(Dataset entries)

════

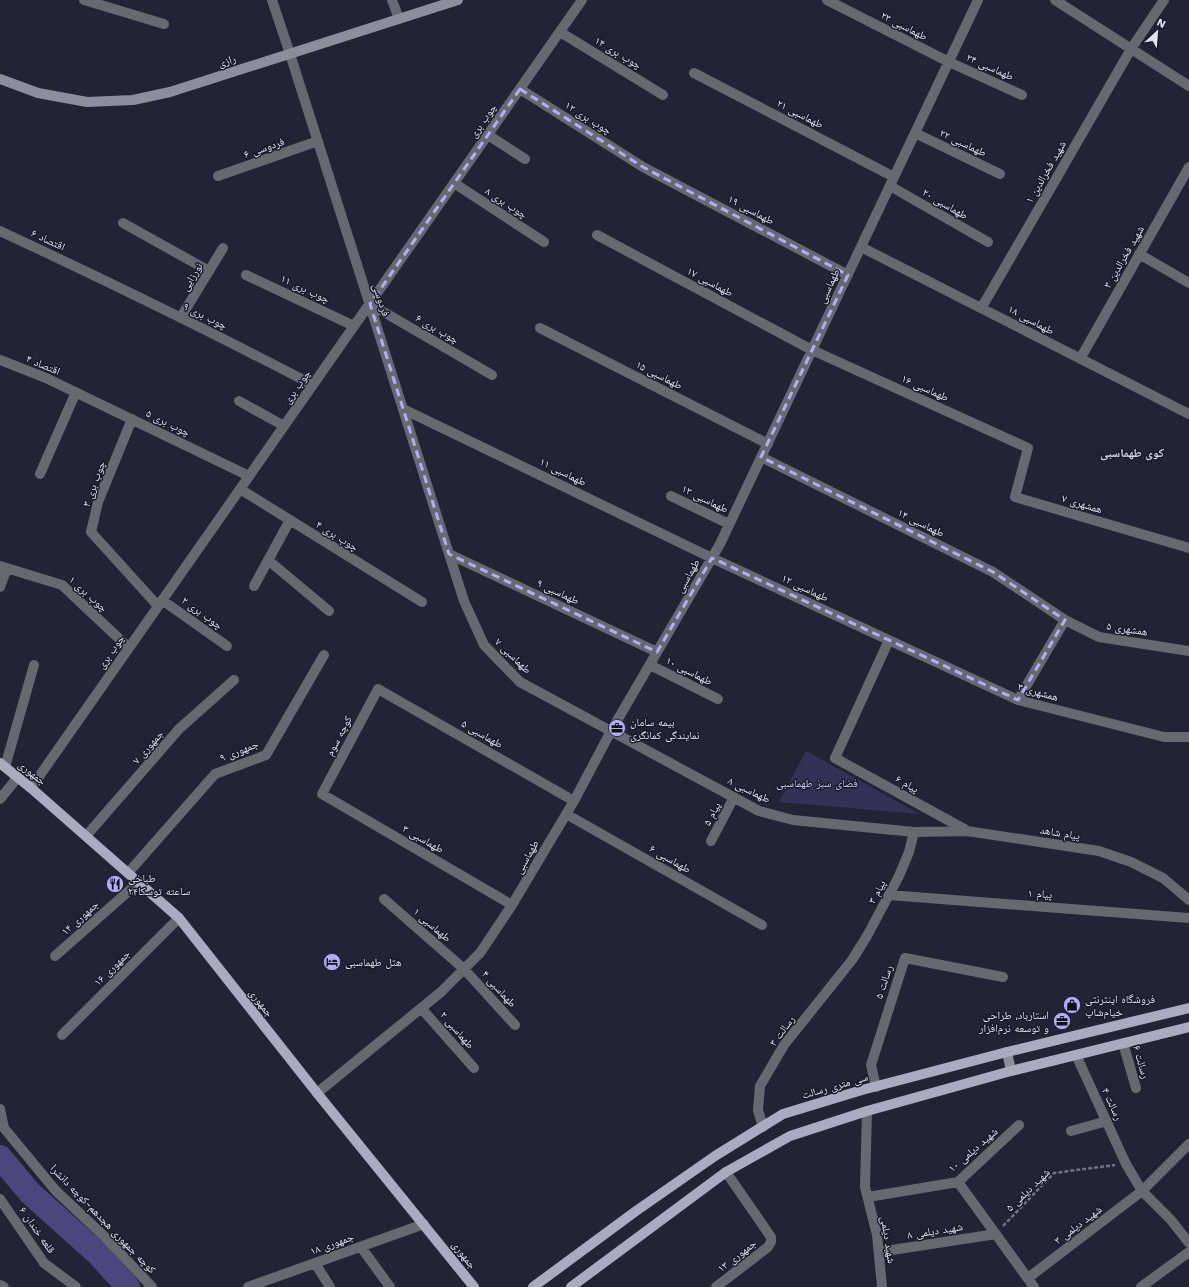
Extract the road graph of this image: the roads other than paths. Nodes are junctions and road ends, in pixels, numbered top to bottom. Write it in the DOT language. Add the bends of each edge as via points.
graph roads {
  1 [pos="84,0"];
  2 [pos="272,0"];
  3 [pos="392,0"];
  4 [pos="458,0"];
  5 [pos="582,0"];
  6 [pos="826,0"];
  7 [pos="1055,0"];
  8 [pos="1164,0"];
  9 [pos="975,1"];
  10 [pos="399,19"];
  11 [pos="164,24"];
  12 [pos="560,32"];
  13 [pos="1131,49"];
  14 [pos="290,54"];
  15 [pos="949,62"];
  16 [pos="694,74"];
  17 [pos="0,79"];
  18 [pos="1189,86"];
  19 [pos="520,89"];
  20 [pos="663,95"];
  21 [pos="1022,95"];
  22 [pos="915,133"];
  23 [pos="488,135"];
  24 [pos="318,141"];
  25 [pos="525,159"];
  26 [pos="643,167"];
  27 [pos="1189,167"];
  28 [pos="1000,174"];
  29 [pos="218,176"];
  30 [pos="894,177"];
  31 [pos="454,183"];
  32 [pos="890,186"];
  33 [pos="123,224"];
  34 [pos="0,231"];
  35 [pos="597,235"];
  36 [pos="544,242"];
  37 [pos="988,242"];
  38 [pos="861,247"];
  39 [pos="223,248"];
  40 [pos="1139,254"];
  41 [pos="86,271"];
  42 [pos="209,271"];
  43 [pos="246,274"];
  44 [pos="848,275"];
  45 [pos="1189,282"];
  46 [pos="370,304"];
  47 [pos="982,307"];
  48 [pos="181,318"];
  49 [pos="354,326"];
  50 [pos="540,328"];
  51 [pos="812,350"];
  52 [pos="1080,359"];
  53 [pos="0,360"];
  54 [pos="492,375"];
  55 [pos="313,385"];
  56 [pos="76,392"];
  57 [pos="239,400"];
  58 [pos="403,409"];
  59 [pos="1189,414"];
  60 [pos="132,420"];
  61 [pos="284,426"];
  62 [pos="768,444"];
  63 [pos="1028,448"];
  64 [pos="761,458"];
  65 [pos="40,474"];
  66 [pos="249,476"];
  67 [pos="240,490"];
  68 [pos="671,496"];
  69 [pos="290,520"];
  70 [pos="729,524"];
  71 [pos="1189,548"];
  72 [pos="449,554"];
  73 [pos="712,558"];
  74 [pos="268,560"];
  75 [pos="3,567"];
  76 [pos="254,586"];
  77 [pos="0,587"];
  78 [pos="422,602"];
  79 [pos="160,603"];
  80 [pos="329,611"];
  81 [pos="1065,620"];
  82 [pos="889,640"];
  83 [pos="227,646"];
  84 [pos="129,648"];
  85 [pos="1189,651"];
  86 [pos="657,652"];
  87 [pos="324,655"];
  88 [pos="34,665"];
  89 [pos="650,665"];
  90 [pos="234,680"];
  91 [pos="378,689"];
  92 [pos="718,699"];
  93 [pos="1018,700"];
  94 [pos="611,731"];
  95 [pos="1189,738"];
  96 [pos="3,765"];
  97 [pos="18,777"];
  98 [pos="31,788"];
  99 [pos="322,794"];
  100 [pos="734,797"];
  101 [pos="0,799"];
  102 [pos="574,801"];
  103 [pos="566,814"];
  104 [pos="968,831"];
  105 [pos="914,832"];
  106 [pos="86,836"];
  107 [pos="712,841"];
  108 [pos="128,873"];
  109 [pos="138,882"];
  110 [pos="889,895"];
  111 [pos="384,899"];
  112 [pos="1189,900"];
  113 [pos="512,906"];
  114 [pos="179,918"];
  115 [pos="1189,918"];
  116 [pos="762,925"];
  117 [pos="55,956"];
  118 [pos="852,960"];
  119 [pos="464,969"];
  120 [pos="1003,977"];
  121 [pos="422,1008"];
  122 [pos="1189,1008"];
  123 [pos="515,1025"];
  124 [pos="1189,1027"];
  125 [pos="62,1035"];
  126 [pos="1123,1043"];
  127 [pos="1007,1052"];
  128 [pos="1076,1055"];
  129 [pos="474,1068"];
  130 [pos="1012,1071"];
  131 [pos="876,1087"];
  132 [pos="1136,1088"];
  133 [pos="317,1093"];
  134 [pos="0,1109"];
  135 [pos="867,1111"];
  136 [pos="1107,1121"];
  137 [pos="1019,1125"];
  138 [pos="763,1127"];
  139 [pos="1072,1131"];
  140 [pos="1189,1144"];
  141 [pos="726,1172"];
  142 [pos="958,1182"];
  143 [pos="1142,1191"];
  144 [pos="868,1197"];
  145 [pos="0,1199"];
  146 [pos="424,1224"];
  147 [pos="996,1234"];
  148 [pos="1189,1243"];
  149 [pos="361,1247"];
  150 [pos="879,1252"];
  151 [pos="1189,1252"];
  152 [pos="315,1263"];
  153 [pos="1028,1278"];
  154 [pos="468,1282"];
  155 [pos="0,1285"];
  156 [pos="262,1285"];
  157 [pos="4,1287"];
  158 [pos="76,1287"];
  159 [pos="152,1287"];
  160 [pos="248,1287"];
  161 [pos="330,1287"];
  162 [pos="390,1287"];
  163 [pos="474,1287"];
  164 [pos="533,1287"];
  165 [pos="571,1287"];
  166 [pos="716,1287"];
  167 [pos="882,1287"];
  168 [pos="1034,1287"];
  169 [pos="1141,1287"];
  1 -- 11 [label="street"];
  2 -- 14 [label="street, فردوسی"];
  3 -- 10 [label="street"];
  4 -- 10 [label="main road, رازی"];
  5 -- 12 [label="street, چوب بری"];
  6 -- 15 [label="street, ۲۳ طهماسبی"];
  7 -- 13 [label="street"];
  8 -- 13 [label="street, ۱ شهید فخرالدین"];
  9 -- 15 [label="street, طهماسبی"];
  10 -- 14 [label="main road, رازی"];
  12 -- 19 [label="street, چوب بری"];
  12 -- 20 [label="street, ۱۴ چوب بری"];
  13 -- 18 [label="street"];
  13 -- 47 [label="street, ۱ شهید فخرالدین"];
  14 -- 17 [label="main road, رازی" via="170,92 133,100 87,102 38,93"];
  14 -- 24 [label="street, فردوسی"];
  15 -- 21 [label="street, ۲۴ طهماسبی"];
  15 -- 22 [label="street, طهماسبی"];
  16 -- 30 [label="street, ۲۱ طهماسبی"];
  19 -- 23 [label="street, چوب بری"];
  19 -- 26 [label="street, ۱۲ چوب بری"];
  22 -- 28 [label="street, ۲۲ طهماسبی"];
  22 -- 30 [label="street, طهماسبی"];
  23 -- 25 [label="street"];
  23 -- 31 [label="street, چوب بری"];
  24 -- 29 [label="street, فردوسی ۶"];
  24 -- 46 [label="street, فردوسی"];
  26 -- 44 [label="street, ۱۹ طهماسبی"];
  27 -- 40 [label="street, ۳ شهید فخرالدین"];
  30 -- 32 [label="street, طهماسبی"];
  31 -- 36 [label="street, ۸ چوب بری"];
  31 -- 46 [label="street, چوب بری"];
  32 -- 37 [label="street, ۲۰ طهماسبی"];
  32 -- 38 [label="street, طهماسبی"];
  33 -- 42 [label="street"];
  34 -- 41 [label="street, ۶ اقتصاد"];
  35 -- 51 [label="street, ۱۷ طهماسبی"];
  38 -- 44 [label="street, طهماسبی"];
  38 -- 47 [label="street, ۱۸ طهماسبی"];
  39 -- 42 [label="street, نورزایی"];
  40 -- 45 [label="street"];
  40 -- 52 [label="street, ۳ شهید فخرالدین"];
  41 -- 48 [label="street, ۹ چوب بری"];
  42 -- 48 [label="street, نورزایی"];
  43 -- 49 [label="street, ۱۱ چوب بری"];
  44 -- 51 [label="street, طهماسبی"];
  46 -- 49 [label="street, چوب بری"];
  46 -- 54 [label="street, ۶ چوب بری"];
  46 -- 58 [label="street, فردوسی"];
  47 -- 52 [label="street, ۱۸ طهماسبی"];
  48 -- 55 [label="street, ۹ چوب بری"];
  49 -- 55 [label="street, چوب بری"];
  50 -- 62 [label="street, ۱۵ طهماسبی"];
  51 -- 62 [label="street, طهماسبی"];
  51 -- 63 [label="street, ۱۶ طهماسبی"];
  52 -- 59 [label="street, ۱۸ طهماسبی"];
  53 -- 56 [label="street, ۴ اقتصاد"];
  55 -- 61 [label="street, چوب بری"];
  56 -- 60 [label="street, ۵ چوب بری"];
  56 -- 65 [label="street"];
  57 -- 61 [label="street"];
  58 -- 72 [label="street, فردوسی"];
  58 -- 73 [label="street, ۱۱ طهماسبی"];
  60 -- 66 [label="street, ۵ چوب بری"];
  60 -- 79 [label="street, ۳ چوب بری" via="98,502 91,532"];
  61 -- 66 [label="street, چوب بری"];
  62 -- 64 [label="street, طهماسبی"];
  63 -- 71 [label="street, ۷ همشهری" via="1015,496"];
  64 -- 70 [label="street, طهماسبی"];
  64 -- 81 [label="street, ۱۴ طهماسبی" via="993,572"];
  66 -- 67 [label="street, چوب بری"];
  67 -- 69 [label="street, ۴ چوب بری"];
  67 -- 79 [label="street, چوب بری"];
  68 -- 70 [label="street, ۱۳ طهماسبی"];
  69 -- 74 [label="street"];
  69 -- 78 [label="street, ۴ چوب بری"];
  70 -- 73 [label="street, طهماسبی"];
  72 -- 86 [label="street, ۹ طهماسبی"];
  72 -- 94 [label="street, ۷ طهماسبی" via="464,601 484,645 520,682"];
  73 -- 82 [label="street, ۱۲ طهماسبی"];
  73 -- 86 [label="street, طهماسبی"];
  74 -- 76 [label="street"];
  74 -- 80 [label="street"];
  75 -- 77 [label="street"];
  75 -- 84 [label="street, ۱ چوب بری" via="62,585"];
  79 -- 83 [label="street, ۲ چوب بری"];
  79 -- 84 [label="street, چوب بری"];
  81 -- 85 [label="street, ۵ همشهری" via="1099,637"];
  81 -- 93 [label="street"];
  82 -- 93 [label="street, ۳ همشهری"];
  82 -- 104 [label="street, ۶ پیام" via="835,758"];
  84 -- 98 [label="street, چوب بری"];
  86 -- 89 [label="street, طهماسبی"];
  87 -- 108 [label="street, ۹ جمهوری" via="266,755 215,774"];
  88 -- 96 [label="street"];
  89 -- 92 [label="street, ۱۰ طهماسبی"];
  89 -- 94 [label="street, طهماسبی"];
  90 -- 106 [label="street, ۷ جمهوری" via="179,729"];
  91 -- 99 [label="street, کوچه سوم"];
  91 -- 102 [label="street, ۵ طهماسبی"];
  93 -- 95 [label="street, ۳ همشهری" via="1164,738"];
  94 -- 100 [label="street, ۸ طهماسبی"];
  94 -- 102 [label="street, طهماسبی"];
  96 -- 97 [label="main road, جمهوری"];
  97 -- 98 [label="main road, جمهوری"];
  97 -- 101 [label="street"];
  98 -- 106 [label="main road, جمهوری"];
  99 -- 113 [label="street, ۳ طهماسبی"];
  100 -- 105 [label="street, ۸ طهماسبی" via="759,811 792,820"];
  100 -- 107 [label="street, ۵ پیام"];
  102 -- 103 [label="street, طهماسبی"];
  103 -- 113 [label="street, طهماسبی"];
  103 -- 116 [label="street, ۶ طهماسبی"];
  104 -- 105 [label="street, پیام شاهد"];
  104 -- 112 [label="street, پیام شاهد" via="1099,851 1132,862 1163,878"];
  105 -- 110 [label="street, ۳ پیام" via="909,852"];
  106 -- 108 [label="main road, جمهوری"];
  108 -- 109 [label="main road, جمهوری"];
  109 -- 114 [label="main road, جمهوری"];
  109 -- 117 [label="street, ۱۴ جمهوری"];
  110 -- 115 [label="street, ۱ پیام"];
  110 -- 118 [label="street, ۳ پیام"];
  111 -- 119 [label="street, ۱ طهماسبی"];
  113 -- 119 [label="street, طهماسبی" via="480,953"];
  114 -- 125 [label="street, ۱۶ جمهوری"];
  114 -- 133 [label="main road, جمهوری"];
  118 -- 138 [label="street, ۳ رسالت" via="784,1045 760,1086 758,1110"];
  119 -- 121 [label="street, طهماسبی"];
  119 -- 123 [label="street, ۴ طهماسبی"];
  120 -- 131 [label="street, ۵ رسالت" via="905,958 872,1066"];
  121 -- 129 [label="street, ۲ طهماسبی"];
  121 -- 133 [label="street, طهماسبی"];
  122 -- 127 [label="main road, سی متری رسالت"];
  124 -- 126 [label="main road"];
  126 -- 128 [label="main road"];
  126 -- 132 [label="street, ۶ رسالت"];
  127 -- 130 [label="main road"];
  127 -- 131 [label="main road, سی متری رسالت"];
  128 -- 130 [label="main road"];
  128 -- 136 [label="street, ۴ رسالت"];
  130 -- 135 [label="main road"];
  131 -- 138 [label="main road, سی متری رسالت" via="783,1114"];
  133 -- 146 [label="main road, جمهوری"];
  134 -- 159 [label="street, کوچه جمهوری هجدهم-کوچه دانشرا" via="4,1128 56,1190"];
  135 -- 141 [label="main road" via="790,1136"];
  135 -- 144 [label="street, شهید دیلمی" via="865,1187"];
  136 -- 139 [label="street"];
  136 -- 143 [label="street, ۴ رسالت" via="1126,1164"];
  137 -- 142 [label="street, ۱۰ شهید دیلمی"];
  138 -- 164 [label="main road, سی متری رسالت" via="715,1156"];
  140 -- 143 [label="street, شهید دیلمی ۳"];
  141 -- 165 [label="main road"];
  141 -- 166 [label="street, ۱۳ جمهوری" via="771,1237 771,1242"];
  142 -- 144 [label="street, ۱۰ شهید دیلمی"];
  142 -- 147 [label="street"];
  143 -- 148 [label="street, ۴ رسالت"];
  143 -- 153 [label="street, شهید دیلمی ۳"];
  144 -- 150 [label="street, شهید دیلمی"];
  145 -- 158 [label="street, ۶ قلعه خندان" via="44,1263"];
  146 -- 149 [label="street, جمهوری ۱۸"];
  146 -- 154 [label="main road, جمهوری"];
  147 -- 150 [label="street, ۸ شهید دیلمی"];
  147 -- 153 [label="street"];
  149 -- 152 [label="street, جمهوری ۱۸"];
  149 -- 162 [label="street"];
  150 -- 167 [label="street, شهید دیلمی"];
  151 -- 169 [label="street"];
  152 -- 156 [label="street, جمهوری ۱۸"];
  152 -- 161 [label="street"];
  153 -- 168 [label="street"];
  154 -- 163 [label="main road, جمهوری"];
  155 -- 157 [label="street"];
  156 -- 160 [label="street, جمهوری ۱۸"];
}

════

### WHAT THIS TASK INVOLVES
Search the entries above for lines containing the word "شهید", and copy each one.

### RESULT FOR THIS TASK
  8 -- 13 [label="street, ۱ شهید فخرالدین"];
  13 -- 47 [label="street, ۱ شهید فخرالدین"];
  27 -- 40 [label="street, ۳ شهید فخرالدین"];
  40 -- 52 [label="street, ۳ شهید فخرالدین"];
  135 -- 144 [label="street, شهید دیلمی" via="865,1187"];
  137 -- 142 [label="street, ۱۰ شهید دیلمی"];
  140 -- 143 [label="street, شهید دیلمی ۳"];
  142 -- 144 [label="street, ۱۰ شهید دیلمی"];
  143 -- 153 [label="street, شهید دیلمی ۳"];
  144 -- 150 [label="street, شهید دیلمی"];
  147 -- 150 [label="street, ۸ شهید دیلمی"];
  150 -- 167 [label="street, شهید دیلمی"];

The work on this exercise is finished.